What a pleasure to find in The Humanist magazine an article about Rhapsody by arts editor Daniel Thomas Moran. Discussing its 1924 composition by George Gershwin. But also its meaning. Moran beautifully expresses my own feelings evoked by this music.

It was a sound track for New York, but more, for all of America and what it represented. I can’t improve on Moran’s words:

Rhapsody in Blue
“[I]t embodies all the hope and exuberance of America at its finest.
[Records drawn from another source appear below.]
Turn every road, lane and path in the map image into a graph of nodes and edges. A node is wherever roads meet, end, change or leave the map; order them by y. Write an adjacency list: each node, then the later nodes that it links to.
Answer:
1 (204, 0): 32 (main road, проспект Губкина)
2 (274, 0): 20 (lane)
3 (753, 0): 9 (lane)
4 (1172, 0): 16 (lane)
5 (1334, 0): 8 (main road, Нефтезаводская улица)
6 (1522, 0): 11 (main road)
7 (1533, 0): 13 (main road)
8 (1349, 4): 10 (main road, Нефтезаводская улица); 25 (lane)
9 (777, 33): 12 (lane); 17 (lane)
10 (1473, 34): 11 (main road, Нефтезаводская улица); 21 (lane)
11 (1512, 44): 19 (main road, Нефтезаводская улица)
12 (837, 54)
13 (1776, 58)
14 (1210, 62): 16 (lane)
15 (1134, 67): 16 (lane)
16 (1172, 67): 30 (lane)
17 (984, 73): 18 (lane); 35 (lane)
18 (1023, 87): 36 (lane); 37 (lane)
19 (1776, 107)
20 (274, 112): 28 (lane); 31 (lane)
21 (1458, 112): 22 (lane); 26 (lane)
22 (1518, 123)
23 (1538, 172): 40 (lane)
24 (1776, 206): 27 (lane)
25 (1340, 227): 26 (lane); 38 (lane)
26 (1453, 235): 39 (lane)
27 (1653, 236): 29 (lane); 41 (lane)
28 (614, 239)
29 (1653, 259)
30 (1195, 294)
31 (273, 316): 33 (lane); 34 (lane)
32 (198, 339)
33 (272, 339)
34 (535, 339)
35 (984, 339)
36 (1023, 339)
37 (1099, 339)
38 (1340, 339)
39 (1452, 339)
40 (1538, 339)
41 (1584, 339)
It was the Jazz Age and the Industrial Age, and the time of an American artistic renaissance in culture and literature . . . .

“It was a time when all our best years seemed ahead of us, when the cauldron of culture and national identity and the embrace by all of that thing that we felt was American was at full boil, in full blossom.

Rhapsody in Blue
“[W]hen we as a nation and a people seemed to be lifted skyward both literally and figuratively. We were strong and sure and passionate, inspiration was abundant, and we were willing to do the work and take all the risks.”

Yes, this is what I hear in the music. But notice that the foregoing is written in the past tense. That American spirit of Rhapsody in Blue did endure for several decades more — but then lost steam. And in the last few years has fallen off a cliff. Today the country’s psychic ethos is very different. No longer is Rhapsody the anthem of a vibrant American heart and soul. Instead we have the empty, truculent mockery of “Make America Great Again.”

Rhapsody in Blue
Yet I will end with the words Moran did: “Even in the exuberant echoing vibrato of the opening notes, we can recognize the distant sounds of hope.”